Tuesday, May 26, 2015
Epidermal growth factor receptor (EGFR) is the most frequently amplified oncogene in astrocytic tumors (>40% or GBMs and 5-10% of anaplastic astrocytomas). EGFR is far more often amplified in de novo GBMs as compared to secondary GBMs. About one-half of those GBMs with EGFR amplification also have specific EGFR mutations (the vIII mutant), which produce a truncated receptor with constitutive activity. Both EGFR amplification and EGFRvIII mutant are mutually exclusive with IDH mutations. So, what is the utility of EGFR testing? First, astrocytomas with EGFR amplification tend to be of higher grade. So if, for example, the diagnostician is vacillating between a WHO grade II and a WHO grade III tumor, positive EGFR amplification status would favor the latter. Secondly, EGFR amplification can also help distinguish between a small cell GBM (which would potentially harbor the amplification) from anaplastic oligodendrogliomas (which do not exhibit the amplification).
Wednesday, May 20, 2015
"Bad Ass" CrossFitter and Neuropathologist Greg Fuller set to compete in kettlebell competition for brain cancer research
Monday, May 11, 2015
An immunohistochemical marker of cellular proliferation, the nuclear antigen Ki-67 is positive in cells that are actively engaged in cell cycle (i.e., not in G0). Results are expressed as a percent index of positively staining cells. Several studies have shows a correlation between Ki-67 indices in various astrocytomas, oligodendrogliomas, and mixed gliomas. Among grade II and grade III diffuse gliomas, the Ki-67 index provides prognostic value. However, investigations have consistently shown that Ki-67 proliferation indices have no prognostic value on patient outcomes for GBM. So, if you have an unmistakable GBM under your microscope, you are not practicing evidence-based parsimonious medicine by ordering Ki-67 immunohistochemistry on that tumor.
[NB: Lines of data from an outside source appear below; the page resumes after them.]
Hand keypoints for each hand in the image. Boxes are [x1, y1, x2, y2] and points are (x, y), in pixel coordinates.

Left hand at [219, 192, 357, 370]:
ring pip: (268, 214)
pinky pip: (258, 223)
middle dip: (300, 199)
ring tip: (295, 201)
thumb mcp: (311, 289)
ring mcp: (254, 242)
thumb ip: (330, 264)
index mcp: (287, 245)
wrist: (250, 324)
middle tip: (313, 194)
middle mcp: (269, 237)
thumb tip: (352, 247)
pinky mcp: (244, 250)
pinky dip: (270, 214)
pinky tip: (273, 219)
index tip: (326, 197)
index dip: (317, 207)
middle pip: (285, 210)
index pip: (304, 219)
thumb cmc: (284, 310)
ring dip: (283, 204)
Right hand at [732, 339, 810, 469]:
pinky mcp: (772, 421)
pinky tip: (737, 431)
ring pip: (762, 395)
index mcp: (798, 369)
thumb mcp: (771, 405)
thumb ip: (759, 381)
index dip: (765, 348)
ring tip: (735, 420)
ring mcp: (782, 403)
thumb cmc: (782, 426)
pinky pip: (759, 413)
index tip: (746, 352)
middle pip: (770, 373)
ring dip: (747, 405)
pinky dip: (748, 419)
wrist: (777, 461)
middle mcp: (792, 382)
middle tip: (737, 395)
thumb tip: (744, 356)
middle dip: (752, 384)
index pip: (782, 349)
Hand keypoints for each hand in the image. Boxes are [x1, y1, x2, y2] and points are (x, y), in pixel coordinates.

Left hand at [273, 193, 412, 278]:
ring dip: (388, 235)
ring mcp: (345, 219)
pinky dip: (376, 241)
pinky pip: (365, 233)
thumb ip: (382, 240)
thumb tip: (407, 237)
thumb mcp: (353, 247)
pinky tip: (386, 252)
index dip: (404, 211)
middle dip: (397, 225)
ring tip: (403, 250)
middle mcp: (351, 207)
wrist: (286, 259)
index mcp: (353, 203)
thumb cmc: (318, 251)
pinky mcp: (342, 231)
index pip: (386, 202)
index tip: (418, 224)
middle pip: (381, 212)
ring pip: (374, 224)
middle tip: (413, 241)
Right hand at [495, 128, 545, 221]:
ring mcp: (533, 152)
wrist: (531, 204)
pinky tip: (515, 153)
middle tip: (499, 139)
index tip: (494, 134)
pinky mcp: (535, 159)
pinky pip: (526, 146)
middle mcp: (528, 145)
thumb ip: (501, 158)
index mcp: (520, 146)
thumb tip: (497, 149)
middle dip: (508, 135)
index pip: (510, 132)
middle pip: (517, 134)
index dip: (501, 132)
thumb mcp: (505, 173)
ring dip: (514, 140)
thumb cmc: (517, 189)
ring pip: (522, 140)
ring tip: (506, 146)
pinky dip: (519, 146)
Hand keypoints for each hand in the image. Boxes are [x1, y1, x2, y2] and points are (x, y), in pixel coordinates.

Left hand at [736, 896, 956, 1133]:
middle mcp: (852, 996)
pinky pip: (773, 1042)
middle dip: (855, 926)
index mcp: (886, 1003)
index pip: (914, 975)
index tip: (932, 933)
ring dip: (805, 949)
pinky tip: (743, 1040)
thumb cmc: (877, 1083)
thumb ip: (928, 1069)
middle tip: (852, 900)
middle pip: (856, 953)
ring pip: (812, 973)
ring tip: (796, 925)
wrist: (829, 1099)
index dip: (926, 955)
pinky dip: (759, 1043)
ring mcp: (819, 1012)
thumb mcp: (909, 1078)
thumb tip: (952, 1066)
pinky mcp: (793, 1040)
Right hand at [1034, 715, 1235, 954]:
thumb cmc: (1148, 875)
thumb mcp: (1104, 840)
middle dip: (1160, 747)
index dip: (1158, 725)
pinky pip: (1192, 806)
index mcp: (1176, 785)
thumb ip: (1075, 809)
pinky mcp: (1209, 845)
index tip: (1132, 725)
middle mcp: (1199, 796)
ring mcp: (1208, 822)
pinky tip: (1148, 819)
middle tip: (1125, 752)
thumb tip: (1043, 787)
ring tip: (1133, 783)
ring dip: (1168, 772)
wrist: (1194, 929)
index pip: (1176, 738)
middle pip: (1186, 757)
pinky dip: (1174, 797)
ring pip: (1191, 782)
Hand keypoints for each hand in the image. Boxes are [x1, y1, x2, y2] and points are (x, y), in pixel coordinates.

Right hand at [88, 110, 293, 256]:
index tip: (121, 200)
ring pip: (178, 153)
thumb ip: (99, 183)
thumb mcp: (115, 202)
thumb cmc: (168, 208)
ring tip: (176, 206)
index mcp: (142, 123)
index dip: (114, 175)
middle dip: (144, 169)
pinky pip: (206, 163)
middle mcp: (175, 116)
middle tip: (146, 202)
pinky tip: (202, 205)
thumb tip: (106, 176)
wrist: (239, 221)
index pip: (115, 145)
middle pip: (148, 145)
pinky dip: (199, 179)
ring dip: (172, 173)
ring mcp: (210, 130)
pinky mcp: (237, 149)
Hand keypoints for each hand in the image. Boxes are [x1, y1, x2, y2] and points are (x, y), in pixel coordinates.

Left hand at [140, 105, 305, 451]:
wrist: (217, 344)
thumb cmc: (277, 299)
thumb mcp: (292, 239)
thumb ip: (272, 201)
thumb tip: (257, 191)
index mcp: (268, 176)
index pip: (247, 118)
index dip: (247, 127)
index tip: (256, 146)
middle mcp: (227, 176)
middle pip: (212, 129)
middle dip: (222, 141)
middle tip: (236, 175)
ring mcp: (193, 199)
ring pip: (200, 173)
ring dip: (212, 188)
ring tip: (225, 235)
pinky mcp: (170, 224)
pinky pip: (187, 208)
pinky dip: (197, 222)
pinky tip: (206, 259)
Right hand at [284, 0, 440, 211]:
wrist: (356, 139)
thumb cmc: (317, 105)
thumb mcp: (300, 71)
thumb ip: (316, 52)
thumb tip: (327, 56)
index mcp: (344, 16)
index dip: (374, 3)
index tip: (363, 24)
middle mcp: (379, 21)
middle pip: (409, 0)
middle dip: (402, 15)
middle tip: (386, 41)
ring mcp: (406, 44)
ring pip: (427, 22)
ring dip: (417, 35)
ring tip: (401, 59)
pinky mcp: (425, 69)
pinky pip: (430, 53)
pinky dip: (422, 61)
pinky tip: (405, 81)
On the other hand, if you are debating between diagnosing a grade III or a grade IV astrocytoma, Ki-67 can be helpful in swaying your decision. The Ki-67 index is not used in the WHO grading system because of the high degree of technical variability between laboratories, making standardization difficult.
Friday, May 8, 2015
Alpha Thalassemia/Mental Retardation Syndrome X-linked (ATRX) is a gene that encodes a protein involved in chromatin remodeling. ATRX mutations are a marker of astrocytic lineage among the IDH-mutant gliomas and are mutually exclusive with 1p/19q codeletion. Present in 57% of secondary GBMs, ATRX mutations are uncommon in primary glioblastomas. Nearly all diffuse gliomas with IDH and ATRX mutations also have TP53 mutation and are associated with the Alternative Lengthening of Telomeres (ALT) phenotype. Immunohistochemistry for ATRX demonstrates loss of protein expression in neoplastic cells harboring the inactivating mutations, while expression is retained within non-neoplastic internal controls (such as endothelial cells).
Tuesday, May 5, 2015
Loss of heterozygosity (LOH) of chromosome 10 occurs in most GBMs and less frequently in grade II and III diffuse astrocytomas. The phosphatase and tensin (PTEN) gene at 10q23.3 has been most strongly implicated as a glioma-related tumor suppressor on chromosome 10q, with PTEN mutations identified in about 25% of GBMs and less frequently in grade III astrocytomas. Losses of chromosome 10 and mutations in PTEN are considered to be specific for astrocytic differentiation and are rare in oligodendrogliomas. They are also markers of high-grade progression and aggressive clinical behavior in astrocytomas.